EXERCISE DIRECTIONS | Copy every line of the data that contains the string "STRØM".

TASK INPUT |

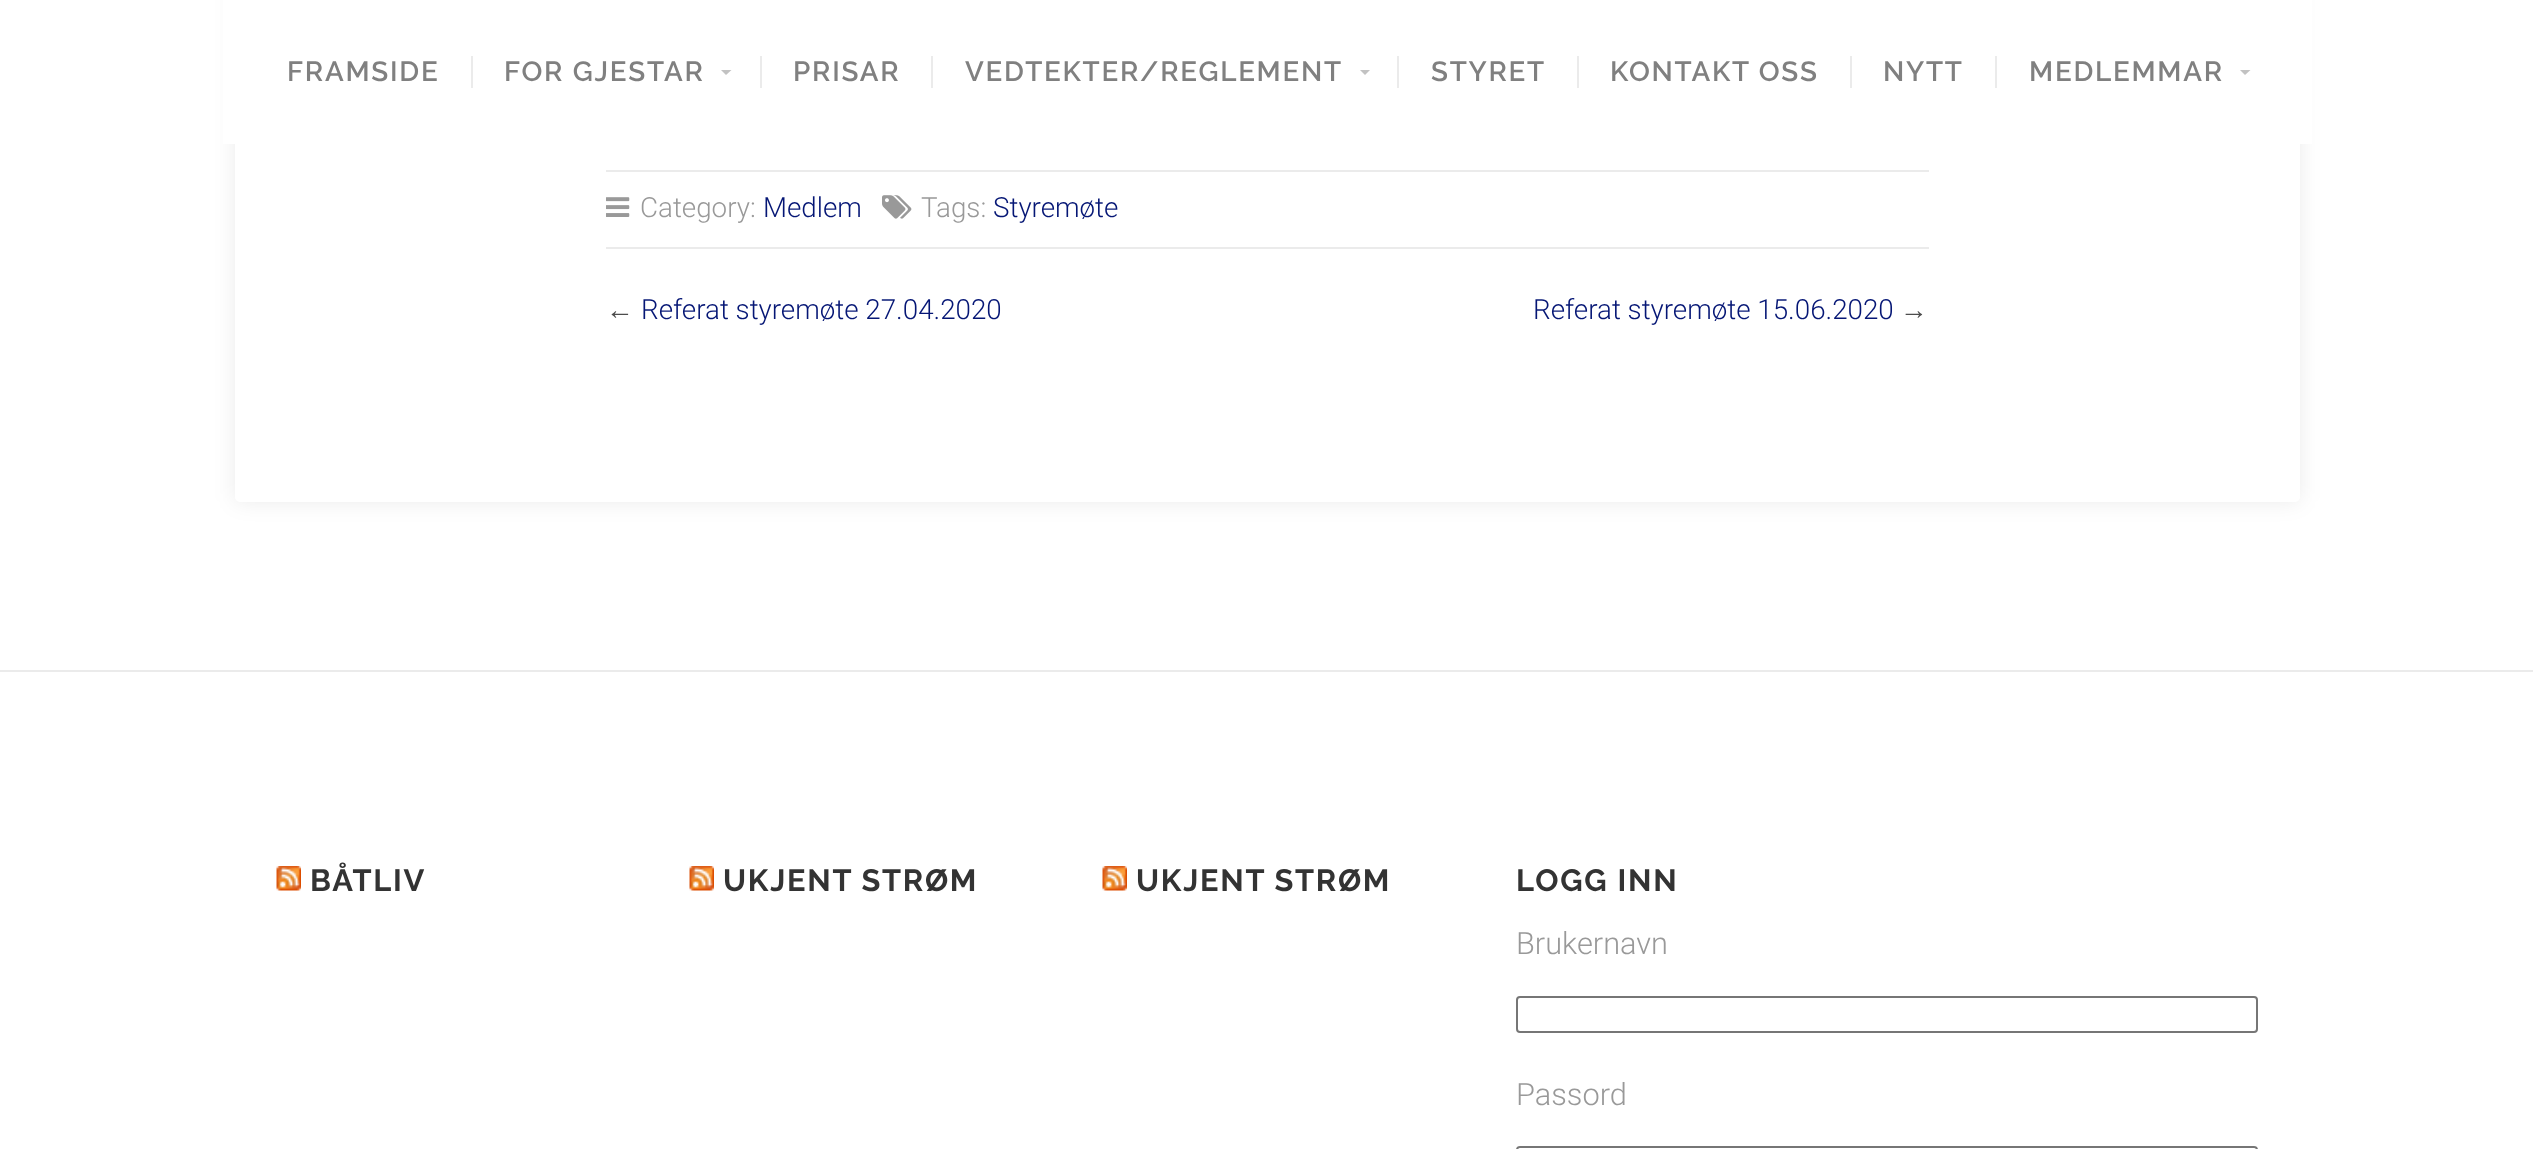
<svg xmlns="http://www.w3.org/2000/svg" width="2533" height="1149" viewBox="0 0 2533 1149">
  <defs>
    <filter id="blur1" x="-50%" y="-200%" width="200%" height="500%"><feGaussianBlur stdDeviation="10.5"/></filter>
  </defs>
  <rect width="100%" height="100%" fill="#ffffff"/>
  <rect x="235" y="-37" width="2065" height="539" rx="5" fill="#000000" fill-opacity="0.08" filter="url(#blur1)"/>
  <rect x="235" y="-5" width="2065" height="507" rx="5" fill="#ffffff"/>
  <rect x="223" y="0" width="2089" height="144" fill="#ffffff"/>
  <text x="287" y="81" font-family="Raleway" font-size="27.75" font-weight="600" letter-spacing="1.75" fill="#808080">FRAMSIDE</text>
  <rect x="471" y="56" width="2" height="32" fill="#ebebeb"/>
  <text x="504" y="81" font-family="Raleway" font-size="27.75" font-weight="600" letter-spacing="1.75" fill="#808080">FOR GJESTAR</text>
  <path d="M721 70H731.5L726 75Z" fill="#c2c2c2"/>
  <rect x="760" y="56" width="2" height="32" fill="#ebebeb"/>
  <text x="793" y="81" font-family="Raleway" font-size="27.75" font-weight="600" letter-spacing="1.75" fill="#808080">PRISAR</text>
  <rect x="931" y="56" width="2" height="32" fill="#ebebeb"/>
  <text x="965" y="81" font-family="Raleway" font-size="27.75" font-weight="600" letter-spacing="1.75" fill="#808080">VEDTEKTER/REGLEMENT</text>
  <path d="M1360 70H1370L1365 75Z" fill="#c2c2c2"/>
  <rect x="1397" y="56" width="2" height="32" fill="#ebebeb"/>
  <text x="1431" y="81" font-family="Raleway" font-size="27.75" font-weight="600" letter-spacing="1.75" fill="#808080">STYRET</text>
  <rect x="1577" y="56" width="2" height="32" fill="#ebebeb"/>
  <text x="1610" y="81" font-family="Raleway" font-size="27.75" font-weight="600" letter-spacing="1.75" fill="#808080">KONTAKT OSS</text>
  <rect x="1850" y="56" width="2" height="32" fill="#ebebeb"/>
  <text x="1883" y="81" font-family="Raleway" font-size="27.75" font-weight="600" letter-spacing="1.75" fill="#808080">NYTT</text>
  <rect x="1995" y="56" width="2" height="32" fill="#ebebeb"/>
  <text x="2029" y="81" font-family="Raleway" font-size="27.75" font-weight="600" letter-spacing="1.75" fill="#808080">MEDLEMMAR</text>
  <path d="M2240 70H2250.5L2245 75Z" fill="#c2c2c2"/>
  <rect x="606" y="170" width="1323" height="2" fill="#ebebeb"/>
  <rect x="606" y="247" width="1323" height="2" fill="#ebebeb"/>
  <image x="606" y="197" width="24" height="20" href="img1.png"/>
  <text x="640" y="217" font-family="Roboto" font-size="27.75" font-weight="300" fill="#999999">Category:</text>
  <text x="763" y="217" font-family="Roboto" font-size="27.75" font-weight="300" fill="#051675">Medlem</text>
  <image x="882" y="195" width="30" height="24" href="img2.png"/>
  <text x="921" y="217" font-family="Roboto" font-size="27.75" font-weight="300" fill="#999999">Tags:</text>
  <text x="993" y="217" font-family="Roboto" font-size="27.75" font-weight="300" fill="#051675">Styremøte</text>
  <text x="606" y="319" font-family="Liberation Sans" font-size="27.75" fill="#4d4d4d">←</text>
  <text x="641" y="319" font-family="Roboto" font-size="27.75" font-weight="300" fill="#051675">Referat styremøte 27.04.2020</text>
  <text x="1533" y="319" font-family="Roboto" font-size="27.75" font-weight="300" fill="#051675">Referat styremøte 15.06.2020</text>
  <text x="1900" y="319" font-family="Liberation Sans" font-size="27.75" fill="#4d4d4d">→</text>
  <rect x="0" y="670" width="2533" height="2" fill="#ebebeb"/>
  <image x="276" y="866" width="25" height="25" href="img3.png"/>
  <text x="310" y="891" font-family="Raleway" font-size="30.75" font-weight="bold" letter-spacing="1.75" fill="#333333">BÅTLIV</text>
  <image x="689" y="866" width="25" height="25" href="img4.png"/>
  <text x="723" y="891" font-family="Raleway" font-size="30.75" font-weight="bold" letter-spacing="1.75" fill="#333333">UKJENT STRØM</text>
  <image x="1102" y="866" width="25" height="25" href="img4.png"/>
  <text x="1136" y="891" font-family="Raleway" font-size="30.75" font-weight="bold" letter-spacing="1.75" fill="#333333">UKJENT STRØM</text>
  <text x="1516" y="891" font-family="Raleway" font-size="30.75" font-weight="bold" letter-spacing="1.75" fill="#333333">LOGG INN</text>
  <text x="1516" y="954" font-family="Roboto" font-size="30.75" font-weight="300" fill="#999999">Brukernavn</text>
  <rect x="1517" y="997" width="740" height="35" rx="3" fill="none" stroke="#767676" stroke-width="2"/>
  <text x="1516" y="1105" font-family="Roboto" font-size="30.75" font-weight="300" fill="#999999">Passord</text>
  <rect x="1517" y="1147" width="740" height="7" rx="3" fill="none" stroke="#767676" stroke-width="2"/>
</svg>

OUTPUT FOR THIS TASK |
  <text x="723" y="891" font-family="Raleway" font-size="30.75" font-weight="bold" letter-spacing="1.75" fill="#333333">UKJENT STRØM</text>
  <text x="1136" y="891" font-family="Raleway" font-size="30.75" font-weight="bold" letter-spacing="1.75" fill="#333333">UKJENT STRØM</text>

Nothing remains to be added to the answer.